# Cristal, resonador ( creo que se llama así)



## colotordok (Ago 12, 2021)

Hola. Tengo una consulta.
En un control remoto en el receptor de frecuencia, se desprendió el Cristal , es de número 20.540. Y es el mismo qué está en la plaqueta Del comando .
No lo consigo... De puede reemplazar por otro o tiene que Ser el mismo qué traía.
Y si lo cambió por otro de menor o mayor valor , debo cambiar el receptor y el del comando de igual valor Los dos?
Gracias


----------



## Pinchavalvulas (Ago 12, 2021)

Buenas, si te refieres al de la foto yo diría que pone 26.540.
Y sí, debe ser el mismo que el original. 
En cuanto sustituirlos por otro de diferentes frecuencias espera a los que tienen práctica en emisión porque yo te diría que no.


----------



## Daniel Lopes (Ago 12, 2021)

Hola a todos , caro Don colotordok desafortunadamente tienes que mandar tallar un nuevo cristal de cuartzo de misma frequenzia tal cual si queda serigrafada en lo conponente avariado senon NO te anda tu telemando nin a palos.
Tente buscar por aca : P.W.S. cristales (P.W.S. Electrónica ) , calle Sarachaga 5150 ; tel : 01146724732 , Ciudad de Buenos Aires , capital federal (cp 1407).
Quizaz otros conpañeros mas espertos y cercanos a ustedes  te pueden indicar mas provedores de Cristales de Cuartzo.
!Suerte!


----------



## ricbevi (Ago 12, 2021)

Hola...Generalmente los cristales para una comunicación mas o menos eficiente(mas de una conversión en el receptor) no coinciden en frecuencia entre el transmisor y el receptor dado que este ultimo, necesita una frecuencia distinta en el oscilador para recibir el canal del emisor ya que hay que tener en cuenta la conversión existente a la FI(Frecuencia Intermedia).

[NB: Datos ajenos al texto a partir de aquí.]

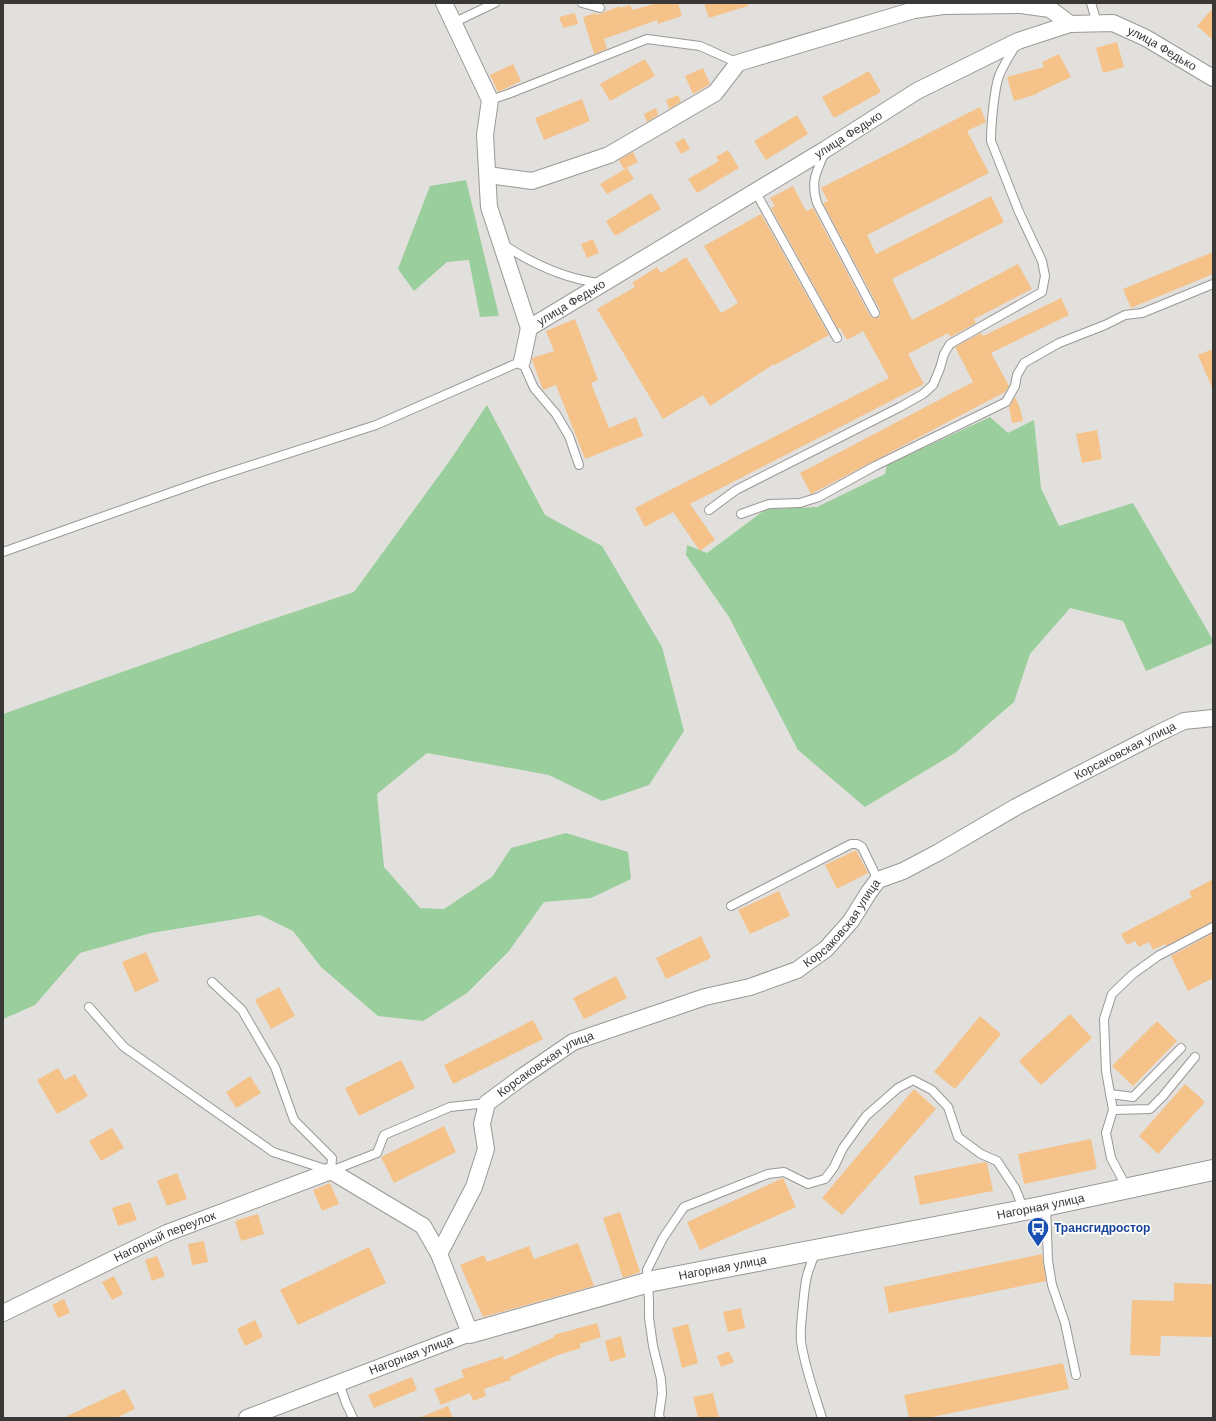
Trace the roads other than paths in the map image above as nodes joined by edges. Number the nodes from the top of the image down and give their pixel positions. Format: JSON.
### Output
{"nodes":[{"id":1,"x":444,"y":3,"type":"edge"},
{"id":2,"x":495,"y":3,"type":"edge"},
{"id":3,"x":582,"y":3,"type":"edge"},
{"id":4,"x":1056,"y":3,"type":"edge"},
{"id":5,"x":1091,"y":3,"type":"edge"},
{"id":6,"x":941,"y":5,"type":"edge"},
{"id":7,"x":600,"y":8,"type":"dead end"},
{"id":8,"x":453,"y":23,"type":"junction"},
{"id":9,"x":1097,"y":23,"type":"junction"},
{"id":10,"x":1070,"y":24,"type":"junction"},
{"id":11,"x":1018,"y":41,"type":"junction"},
{"id":12,"x":738,"y":63,"type":"junction"},
{"id":13,"x":1213,"y":78,"type":"edge"},
{"id":14,"x":490,"y":100,"type":"junction"},
{"id":15,"x":826,"y":149,"type":"junction"},
{"id":16,"x":488,"y":175,"type":"junction"},
{"id":17,"x":756,"y":192,"type":"junction"},
{"id":18,"x":501,"y":243,"type":"junction"},
{"id":19,"x":603,"y":283,"type":"junction"},
{"id":20,"x":1213,"y":284,"type":"edge"},
{"id":21,"x":876,"y":313,"type":"dead end"},
{"id":22,"x":529,"y":328,"type":"junction"},
{"id":23,"x":837,"y":338,"type":"dead end"},
{"id":24,"x":522,"y":361,"type":"junction"},
{"id":25,"x":579,"y":465,"type":"dead end"},
{"id":26,"x":709,"y":510,"type":"dead end"},
{"id":27,"x":741,"y":514,"type":"dead end"},
{"id":28,"x":3,"y":552,"type":"edge"},
{"id":29,"x":1213,"y":718,"type":"edge"},
{"id":30,"x":878,"y":880,"type":"junction"},
{"id":31,"x":731,"y":906,"type":"dead end"},
{"id":32,"x":1213,"y":927,"type":"edge"},
{"id":33,"x":212,"y":982,"type":"dead end"},
{"id":34,"x":89,"y":1008,"type":"dead end"},
{"id":35,"x":1180,"y":1048,"type":"dead end"},
{"id":36,"x":1195,"y":1057,"type":"dead end"},
{"id":37,"x":1110,"y":1094,"type":"junction"},
{"id":38,"x":487,"y":1103,"type":"junction"},
{"id":39,"x":1113,"y":1110,"type":"junction"},
{"id":40,"x":1213,"y":1170,"type":"edge"},
{"id":41,"x":331,"y":1171,"type":"junction"},
{"id":42,"x":1127,"y":1188,"type":"junction"},
{"id":43,"x":1046,"y":1206,"type":"junction"},
{"id":44,"x":1024,"y":1210,"type":"junction"},
{"id":45,"x":817,"y":1250,"type":"junction"},
{"id":46,"x":439,"y":1254,"type":"junction"},
{"id":47,"x":647,"y":1283,"type":"junction"},
{"id":48,"x":3,"y":1313,"type":"edge"},
{"id":49,"x":470,"y":1333,"type":"junction"},
{"id":50,"x":1076,"y":1375,"type":"dead end"},
{"id":51,"x":339,"y":1383,"type":"junction"},
{"id":52,"x":247,"y":1418,"type":"edge"},
{"id":53,"x":353,"y":1418,"type":"edge"},
{"id":54,"x":660,"y":1418,"type":"edge"},
{"id":55,"x":822,"y":1418,"type":"edge"}],
"edges":[{"from":1,"to":8,"type":"street"},
{"from":2,"to":8,"type":"lane"},
{"from":3,"to":7,"type":"lane"},
{"from":4,"to":10,"type":"street"},
{"from":5,"to":9,"type":"lane"},
{"from":6,"to":10,"type":"street"},
{"from":6,"to":12,"type":"street"},
{"from":8,"to":14,"type":"street"},
{"from":9,"to":10,"type":"street","name":"улица Федько"},
{"from":9,"to":13,"type":"street","name":"улица Федько"},
{"from":10,"to":11,"type":"street","name":"улица Федько"},
{"from":11,"to":15,"type":"street","name":"улица Федько"},
{"from":11,"to":26,"type":"lane"},
{"from":12,"to":14,"type":"lane"},
{"from":12,"to":16,"type":"street"},
{"from":14,"to":16,"type":"street"},
{"from":15,"to":17,"type":"street","name":"улица Федько"},
{"from":15,"to":21,"type":"lane"},
{"from":16,"to":18,"type":"street"},
{"from":17,"to":19,"type":"street","name":"улица Федько"},
{"from":17,"to":23,"type":"lane"},
{"from":18,"to":19,"type":"lane"},
{"from":18,"to":22,"type":"street"},
{"from":19,"to":22,"type":"street","name":"улица Федько"},
{"from":20,"to":27,"type":"lane"},
{"from":22,"to":24,"type":"street","name":"улица Федько"},
{"from":24,"to":25,"type":"lane"},
{"from":24,"to":28,"type":"lane"},
{"from":29,"to":30,"type":"street","name":"Корсаковская улица"},
{"from":30,"to":31,"type":"lane"},
{"from":30,"to":38,"type":"street","name":"Корсаковская улица"},
{"from":32,"to":37,"type":"lane"},
{"from":33,"to":41,"type":"lane"},
{"from":34,"to":41,"type":"lane"},
{"from":35,"to":37,"type":"lane"},
{"from":36,"to":39,"type":"lane"},
{"from":37,"to":39,"type":"lane"},
{"from":38,"to":41,"type":"lane"},
{"from":38,"to":46,"type":"street"},
{"from":39,"to":42,"type":"lane"},
{"from":40,"to":42,"type":"street","name":"Нагорная улица"},
{"from":41,"to":46,"type":"street"},
{"from":41,"to":48,"type":"street","name":"Нагорный переулок"},
{"from":42,"to":43,"type":"street","name":"Нагорная улица"},
{"from":43,"to":44,"type":"street","name":"Нагорная улица"},
{"from":43,"to":50,"type":"lane"},
{"from":44,"to":45,"type":"street","name":"Нагорная улица"},
{"from":44,"to":47,"type":"lane"},
{"from":45,"to":47,"type":"street","name":"Нагорная улица"},
{"from":45,"to":55,"type":"lane"},
{"from":46,"to":49,"type":"street"},
{"from":47,"to":49,"type":"street","name":"Нагорная улица"},
{"from":47,"to":54,"type":"lane"},
{"from":49,"to":51,"type":"street","name":"Нагорная улица"},
{"from":51,"to":52,"type":"street","name":"Нагорная улица"},
{"from":51,"to":53,"type":"lane"}]}
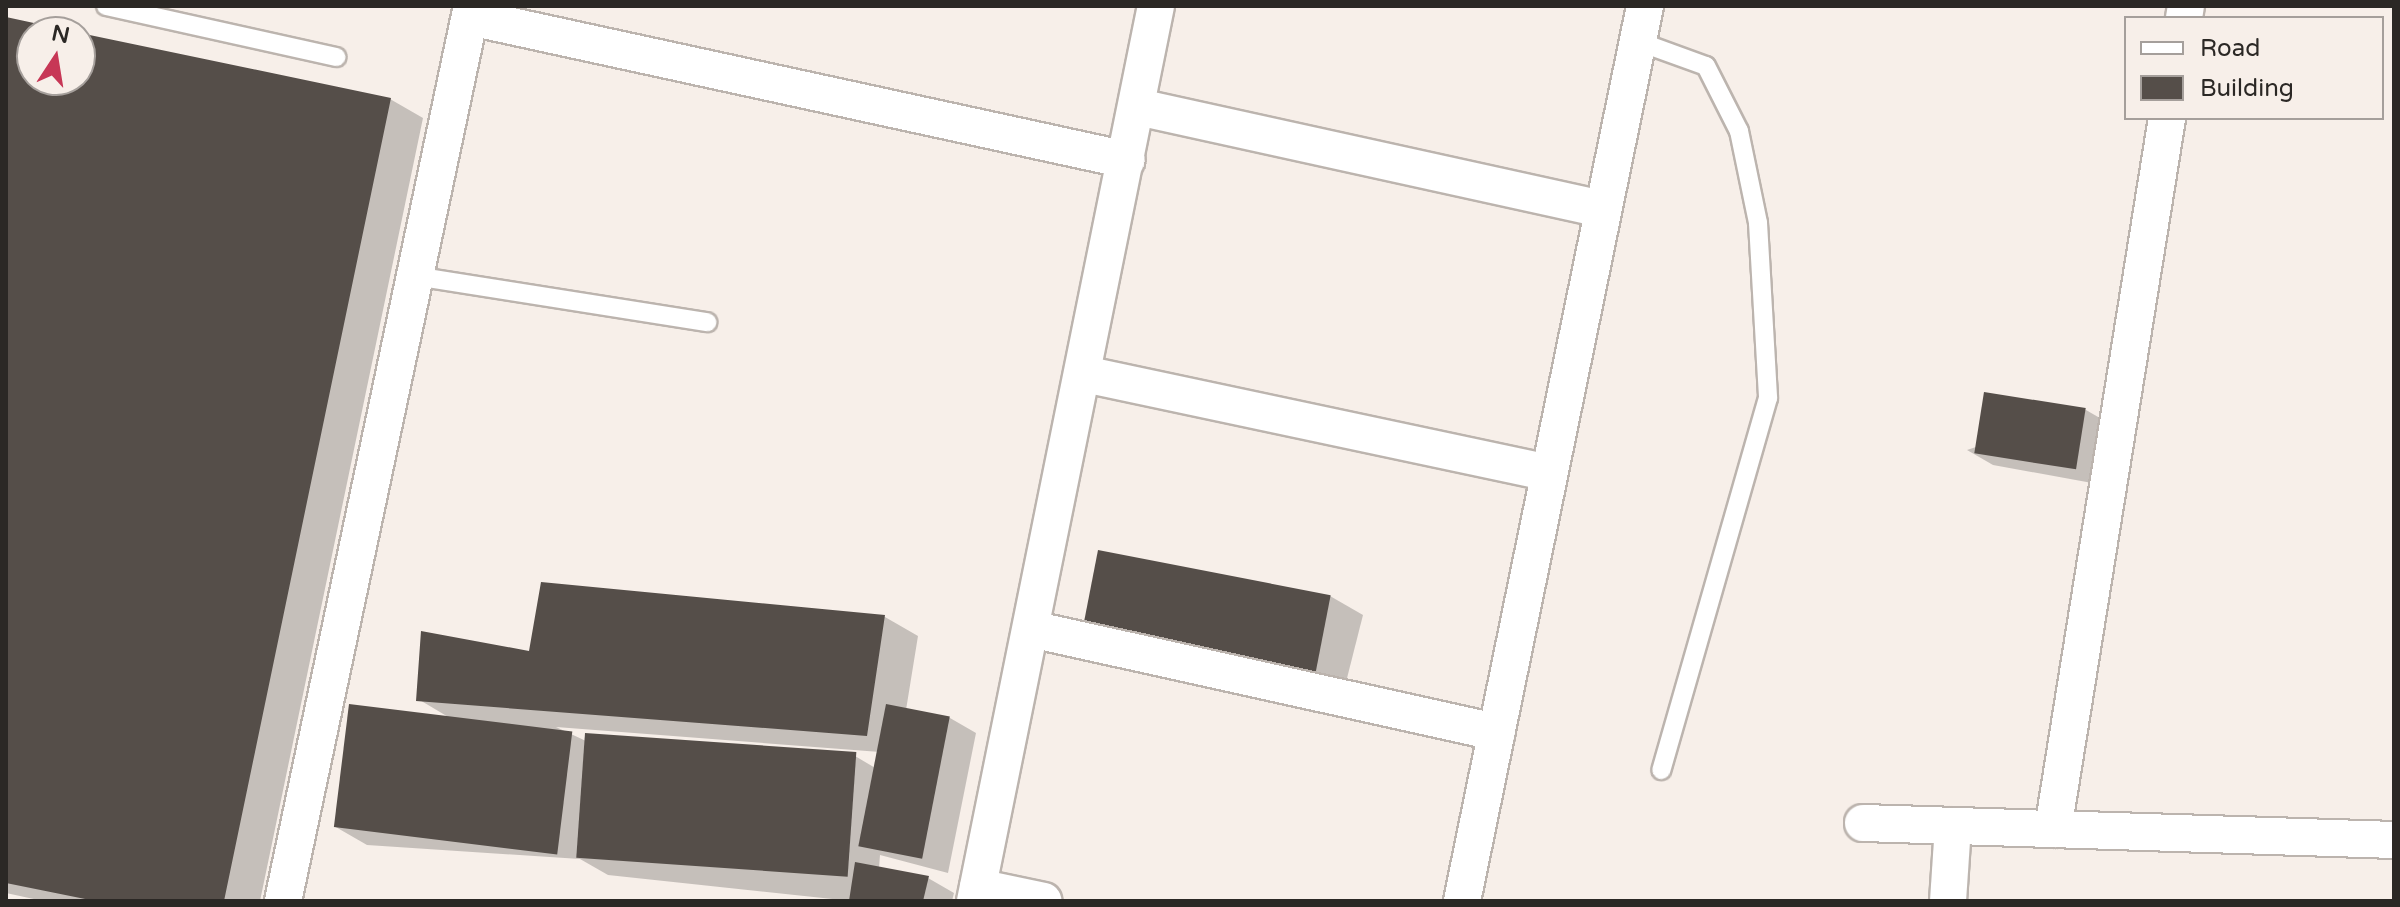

Generalmente, más o menos la frecuencia intermedia y en equipo económicos puede ser/estar en 455KHz dependiendo de muchos factores.

Aclaro esto por si se manda a tallar el cristal, especificar exactamente que se necesita. 

Para esa frecuencia(26.540KHz) los cristales son de tercer sobre tono ya que por cuestiones mecánicas rara vez se tallan cristales en fundamental de mucho mas de entre los 20MHZ a 25MHz.

Saludos.


----------



## DJ T3 (Ago 12, 2021)

Daniel Lopes dijo:


> Quizaz otros conpañeros mas espertos y cercanos a ustedes te pueden indicar mas provedores de Cristales de Cuartzo.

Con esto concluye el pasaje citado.